Anyone who voted for the Iraq war knowing the truth should be in jail with the War Criminal Blair.
He is responsible for mass genocide, based on a pack of obvious lies, that anyone could prove by a simple google search in 2002 of the UK,US Govt and UN websites that demonstrated conclusively that all parties knew that Iraq had been disarmed of all their WMD’s and posed no threat to any other country whastsoever.
http://politics.guardian.co.uk/election2001/images/0,9350,449562,00.html
Tony
Unsurprisingly, these criminals and liars now bleating after being caught out again, have “form”.
“Three senior judges today delivered a blistering attack on the Ministry of Defence, accusing its officials of misleading the high court and of “lamentable” conduct over attempts to suppress information on the interrogation of Iraqi detainees.
Lord Justice Scott Baker and Mr Justices Silber and Sweeney described claims made by defence ministers in gagging orders as false. The claims led to decisions that the court had made, to suppress evidence, that were “wrong”.”
“The picture that emerged from the MoD’s handling of the case, and assertions its officials had made, were “truly alarming”, the judges said.
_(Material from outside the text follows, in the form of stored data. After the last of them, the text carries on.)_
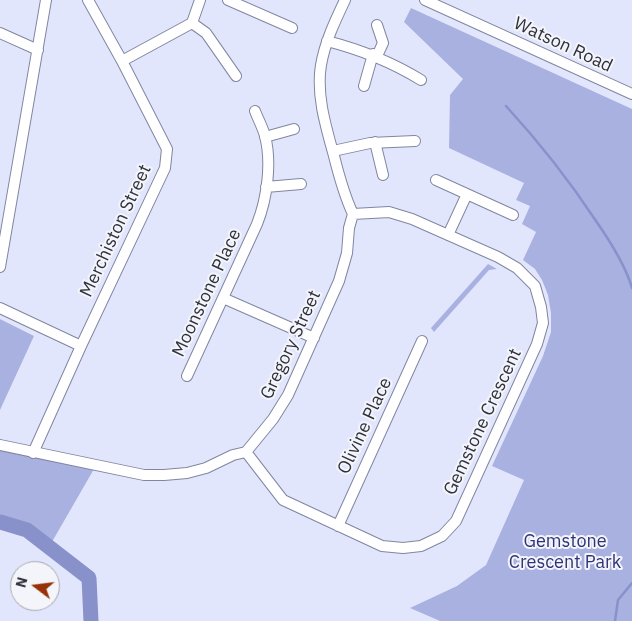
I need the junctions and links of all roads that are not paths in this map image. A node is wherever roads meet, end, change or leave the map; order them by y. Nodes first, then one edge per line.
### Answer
1 (46, 0) edge
2 (88, 0) edge
3 (200, 0) edge
4 (228, 0) edge
5 (345, 0) edge
6 (426, 0) edge
7 (192, 23) junction
8 (377, 25) dead end
9 (292, 28) dead end
10 (0, 33) edge
11 (327, 41) junction
12 (38, 50) junction
13 (375, 55) junction
14 (122, 61) junction
15 (236, 76) dead end
16 (422, 80) dead end
17 (364, 86) dead end
18 (632, 94) edge
19 (255, 111) dead end
20 (294, 129) dead end
21 (265, 137) junction
22 (415, 141) dead end
23 (375, 142) junction
24 (333, 151) junction
25 (383, 175) dead end
26 (436, 180) dead end
27 (301, 184) dead end
28 (266, 187) junction
29 (467, 194) junction
30 (353, 214) junction
31 (513, 215) dead end
32 (448, 235) junction
33 (0, 267) edge
34 (223, 298) junction
35 (0, 308) edge
36 (314, 338) junction
37 (422, 341) dead end
38 (81, 346) junction
39 (187, 376) dead end
40 (0, 446) edge
41 (246, 452) junction
42 (33, 453) junction
43 (338, 526) junction

1 - 12 street
2 - 14 street, Merchiston Street
3 - 7 street
4 - 9 street
5 - 11 street
6 - 18 street, Watson Road
7 - 14 street
7 - 15 street
8 - 13 street
10 - 12 street
11 - 13 street
11 - 24 street
12 - 33 street
13 - 16 street
13 - 17 street
14 - 38 street, Merchiston Street
19 - 21 street, Moonstone Place
20 - 21 street
21 - 28 street, Moonstone Place
22 - 23 street
23 - 24 street
23 - 25 street
24 - 30 street
26 - 29 street
27 - 28 street
28 - 34 street, Moonstone Place
29 - 31 street
29 - 32 street
30 - 32 street, Gemstone Crescent
30 - 36 street, Gregory Street
32 - 43 street, Gemstone Crescent
34 - 36 street
34 - 39 street, Moonstone Place
35 - 38 street
36 - 41 street, Gregory Street
37 - 43 street, Olivine Place
38 - 42 street, Merchiston Street
40 - 42 street
41 - 42 street
41 - 43 street, Gemstone Crescent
The history of the case was “lamentable”, they said.”
http://www.guardian.co.uk/politics/2009/jul/10/ministry-defence-judges-iraqi-detainees
Who ya gonna believe, eh?
Looks like at long last the judges are getting a bit pissed off with these criminals and gangsters who’ve usuped our political process under the Blair regime.
Who’s afraid to be interviewed on Channel 4 news tonight?
Step forward
Kim Howells, Spook Overseer
Jonathan Evans, Spook Operations Boss
Alan Johnson, Spook Political Boss
Why are they so afraid to answer questions on the allegations they’ve been making across media these past few days?
Would it be because they’re lying through their teeth and they don’t want to face a real interviewer?
Tony,
‘He is responsible for mass genocide, based on a pack of obvious lies, that anyone could prove by a simple google search in 2002 of the UK,US Govt and UN websites that demonstrated conclusively that all parties knew that Iraq had been disarmed of all their WMD’s and posed no threat to any other country whastsoever.’ Indeed.
But you are forgetting the hearsay of a taxi driver. Such compelling evidence gives an automatic reason to decimate a country and kill up to 1.3m of it’s inhabitants.
In Mr Blair’s mind anyway.
Chris Dooley,
I posted the links before the Iraq War started and I marched down Whitehall with over 1 Million People.
And I posted about 9/11 from Day 1.
And I have had people threatening to meet me on a dark night (even people I know)
And I have had people parked outside my house with a laptop at 1:00 am and I have asked them to come in for a cup of tea and they have been very gracious in their acceptance and told us their life stories.
There is nothing to be afraid of if you speak the truth.
And no I am not into eating red eyes
I prefer poached blue ones
Tony
I wonder when the BBC are going to give this the attention it deserves on their website?